Déjà paralysée par ses divisions, la coalition trouve là un nouveau sujet de discorde. Même s’il demande l’application du rapport, le président Mwai Kibaki reste dans le vague. Selon lui, « pour que la réconciliation soit possible, la justice doit être tempérée par le pardon ». Le vice-président Kalonzo Musyoka va dans le même sens et s’oppose à l’idée de « rouvrir des plaies qui commencent à guérir ». En revanche, le Premier ministre Raila Odinga souhaite la mise en œuvre complète du rapport… alors même que certains membres de son parti, le Mouvement démocratique orange (ODM), et plusieurs ministres qui en sont issus jugent qu’il contient des « erreurs incorrigibles ».

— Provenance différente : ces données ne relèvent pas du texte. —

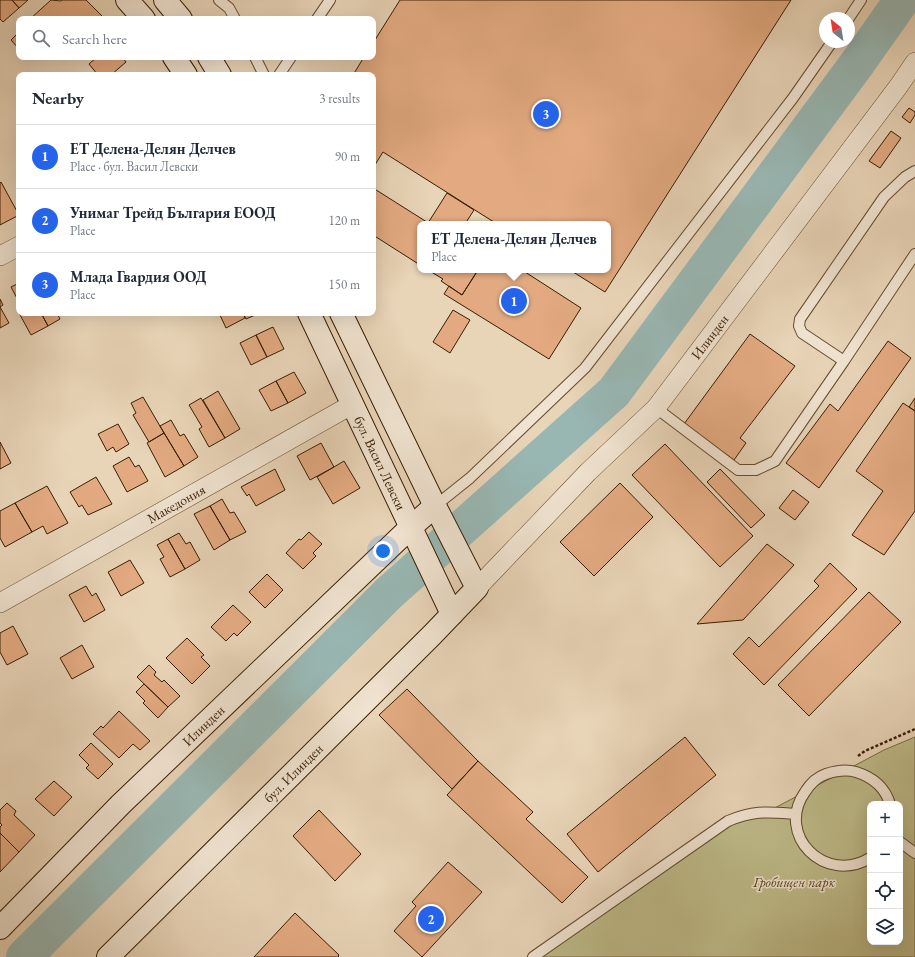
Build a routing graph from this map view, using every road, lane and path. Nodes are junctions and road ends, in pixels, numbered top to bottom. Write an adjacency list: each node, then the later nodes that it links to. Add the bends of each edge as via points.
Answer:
1 (127, 0): 7 (main road)
2 (165, 0): 8 (main road)
3 (219, 0): 9 (lane, via 229,8)
4 (330, 0): 10 (lane)
5 (862, 0): 6 (lane)
6 (853, 12)
7 (141, 16)
8 (179, 16)
9 (233, 16)
10 (319, 16)
11 (828, 48): 30 (lane, via 793,98 585,368 470,478)
12 (176, 60): 17 (main road)
13 (211, 60): 18 (main road)
14 (256, 60): 19 (lane)
15 (289, 60): 20 (lane)
16 (915, 62): 29 (street, Илинден)
17 (184, 72)
18 (218, 72)
19 (262, 72)
20 (281, 72)
21 (915, 171): 27 (lane, via 884,197 800,319 802,333)
22 (16, 248): 24 (street)
23 (915, 254): 27 (lane)
24 (0, 256)
25 (310, 316): 28 (main road, бул. Васил Левски)
26 (343, 316): 30 (main road)
27 (844, 362): 29 (lane, via 774,461 756,470 738,470)
28 (353, 404): 31 (main road, бул. Васил Левски); 33 (street, Македония)
29 (656, 408): 32 (street, Илинден, via 588,472)
30 (440, 515): 31 (main road); 32 (main road)
31 (414, 535): 34 (main road, бул. Васил Левски); 42 (main road, Илинден, via 121,804)
32 (477, 588): 34 (main road, бул. Илинден)
33 (2, 596)
34 (452, 614): 43 (main road, бул. Илинден)
35 (915, 730): 36 (path, via 865,751)
36 (838, 770): 37 (lane, via 853,771 867,776 879,785); 38 (lane, via 822,776 809,785 800,798)
37 (889, 801)
38 (796, 814): 41 (lane, via 797,831 804,846 815,857 830,865 846,867); 44 (lane, via 761,812 744,814 728,821)
39 (903, 844): 40 (lane)
40 (915, 854)
41 (867, 860)
42 (0, 928)
43 (108, 957)
44 (533, 957)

Une solution n’est toutefois pas exclue. « Nous discutons pour trouver une issue, nous ne nous disputons pas, nuance Raila Odinga. Les gens exercent leur droit de s’exprimer. En ce qui concerne le rapport Waki, nous débattons de la possibilité de juger les responsables au Kenya ou d’abandonner le problème à la Cour pénale, où nous n’aurons pas notre mot à dire. »
Selon un sondage paru le 18 novembre, 55,8 % des Kényans souhaitent la mise en œuvre du rapport. Tout comme l’Union européenne, qui, dans le cas contraire, menace de retirer son soutien budgétaire.